The political concept of the nation took shape not out of any cultural or group matrix but out of the ideas and events that created the new states of post-Reformation Western Europe. It came out of the social transformations and political revolutions in England, America and France. This was essentially the great shift of power from the kings to the newly rising bourgeois class. The guiding ideas were Social Contract and General Will and Democracy in the tradition usually ascribed in its beginning to Rousseau. The evolution of the "nation" that grew out of these ideas moved, not like Herder's, from the cultural to the political, but from the political to the cultural. The rise of the bourgeoisie, the development of modern capitalism, the Industrial Revolution, the establishment of new systems of government based on popular sovereignty, all created their own new cultures in the "nations" that came into being in this process. Where this happened, "nationality" came most generally to mean, especially in official usage, passport-holding citizenship in the state regardless of the individual's country of birth or origin. But it also became the symbol of a new cultural identity which in some degree displaced or at least shared place with any older ancestral cultural legacy an individual might also have. Such were the degrees of relative assimilation of different peoples that took place in Britain and France and other European countries, but most especially in America. The stamp of a uniquely new Americanness became visible on all immigrant groups, especially as they moved into their second and third generations, becoming much deeper and more strongly marked without ever quite effacing the older imprints of remoter cultural origins.

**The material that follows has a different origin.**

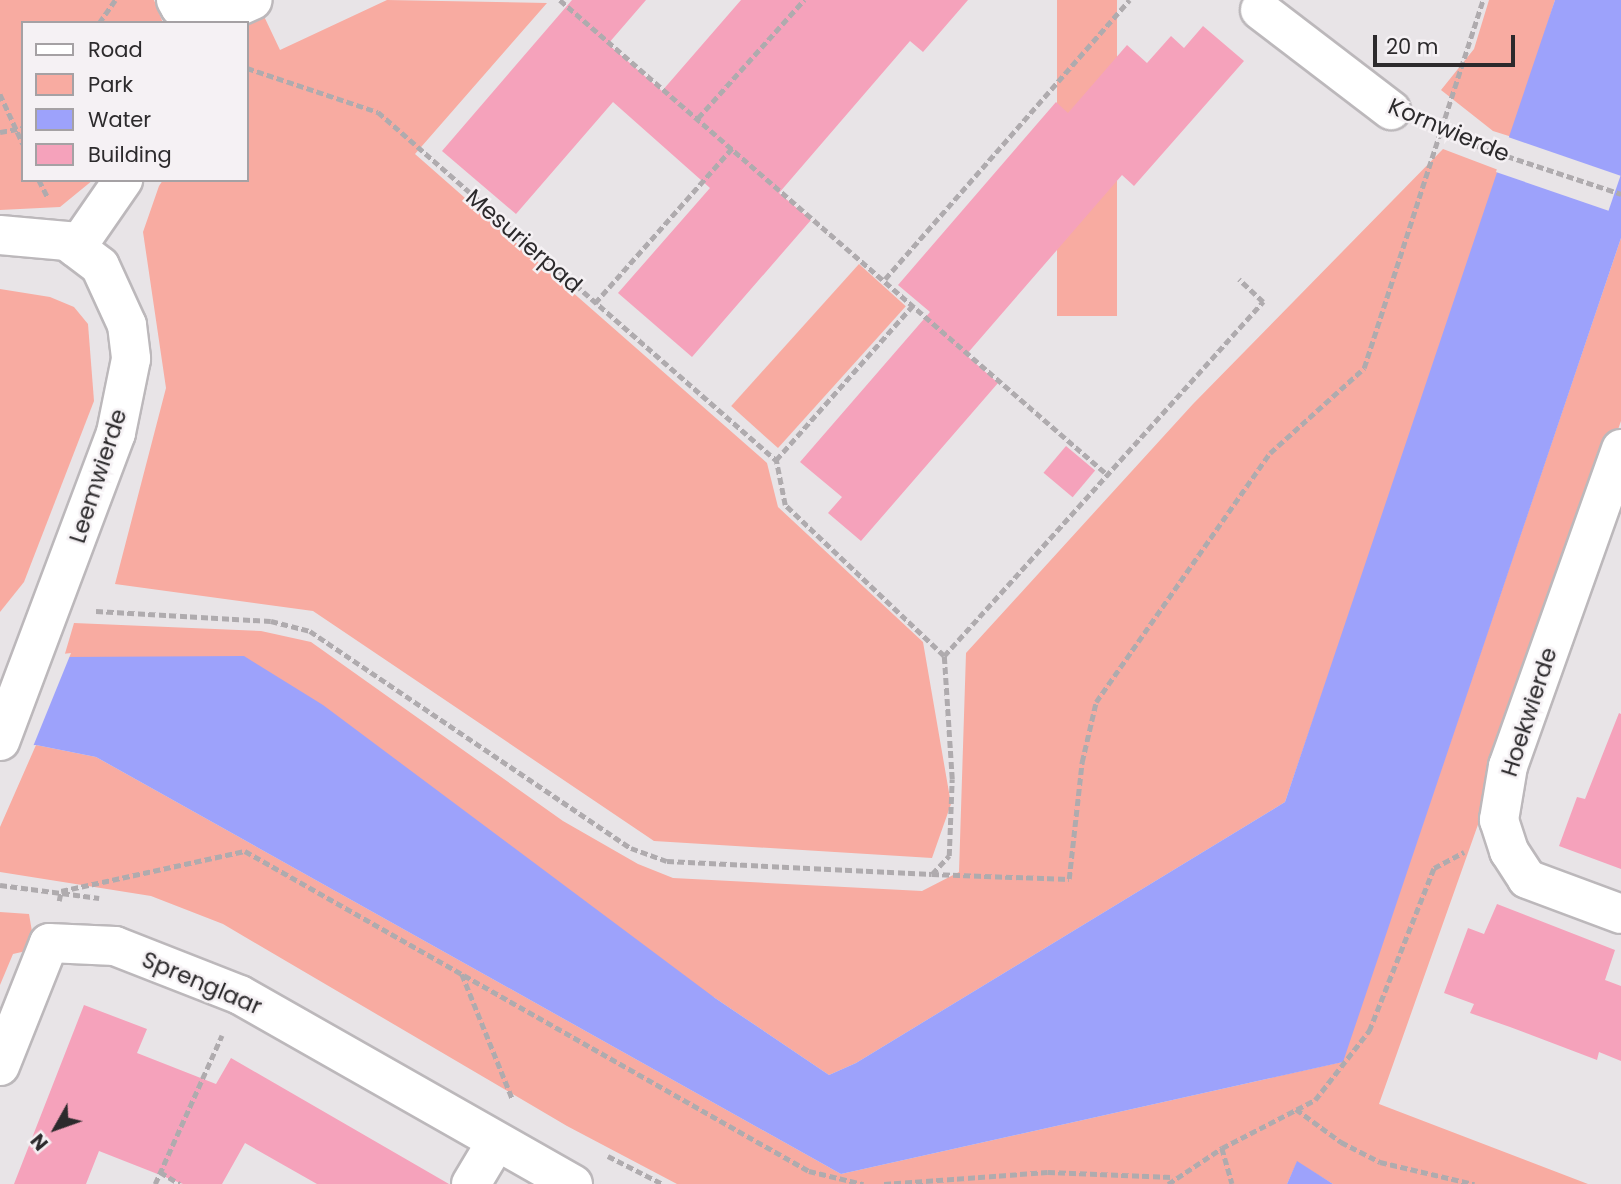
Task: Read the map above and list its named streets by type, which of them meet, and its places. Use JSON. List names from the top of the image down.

In eastern Europe and beyond, on the other hand, "nationality" remained the term applied to particular communal groups whose cultural features were their own but whose political status was fixed by the places they held in some larger imperial power system, as under the Habsburgs, Romanovs and the Ottoman rulers. These groups were defined by region, by language, and in the Ottoman empire especially, by religion. No Jew in Poland was ever a "Pole" by nationality, no Ukrainian or Georgian or Tatar or German in Russia a "Russian," no Greek or Bulgarian or Syrian or Kurd in old Turkey a "Turk." In the Ottoman empire, separate groups enjoyed separate local rule under the "millet system"-millet coming from the Arabic millah, meaning religious community. Under this system each group had a large measure of jurisdiction over its own purely internal civil affairs, usually as defined by its religious code and administered by its religious leaders. Out of these separate enclaves eventually came the various nationalisms that split the crumbling old empire and formed the new states that were carved out of it. The millet system that existed in old Palestine under Turkish rule was maintained through the decades of the British mandate and provided the framework in which the Zionists were able to organize and maintain themselves as the national force that finally established its own power in Israel. The millet structure was carried over essentially untouched into the new state, which is in all respects a modern democratic state except that all matters touching on the civil status of its citizens-birth, death, marriage, divorce, recognition as "Jews"-remain under the effective control of an archaic religious establishment much as they did in Ottoman times, only subject now to occasional contention in the secular courts set up by the new state.

III

In older times in much of the world, nationality and religion were commonly fused in the society, in the single body of the divine or divinely ordained ruler or in some other form of entwined religious and temporal power. Such was the case too in Europe until the Reformation. The creation of the modern European "nation" as we know it now began with the noble princes of the land taking over from the holy princes of the Church and proceeded with the bourgeois princes of wealth taking over from the noble princes of the land. The newly risen bourgeois class created governments based, in theory at least, on the sovereignty of the people. The power and the glory passed from God's Chosen Church to God's Chosen Kings to God's Chosen People.3

In his discussion of the transfer of the "religious sense" from religion to nation, Hayes noted that like declining Rome where "pagan skepticism" among the elite led to the popular deification of the emperors, eighteenth-century Europe, amid similar elite skepticism about all religion, witnessed the elevation of the "nation" as the "central object of worship." In revolutionary France this was most ardently and explicitly done. Altars to the fatherland were erected everywhere bearing the words: "The citizen is born, lives, and dies for La Patrie." The new regime instituted civic excommunication, civic baptism, civic marriage. It dedicated hymns, prayers, feasts to the new national deity. In modified and adapted forms this became the style of all the new European nationalisms. The believers in the Age of Reason who founded the American Republic believed in the higher calling, ideals and mission of their new nation: the new American "civic religion."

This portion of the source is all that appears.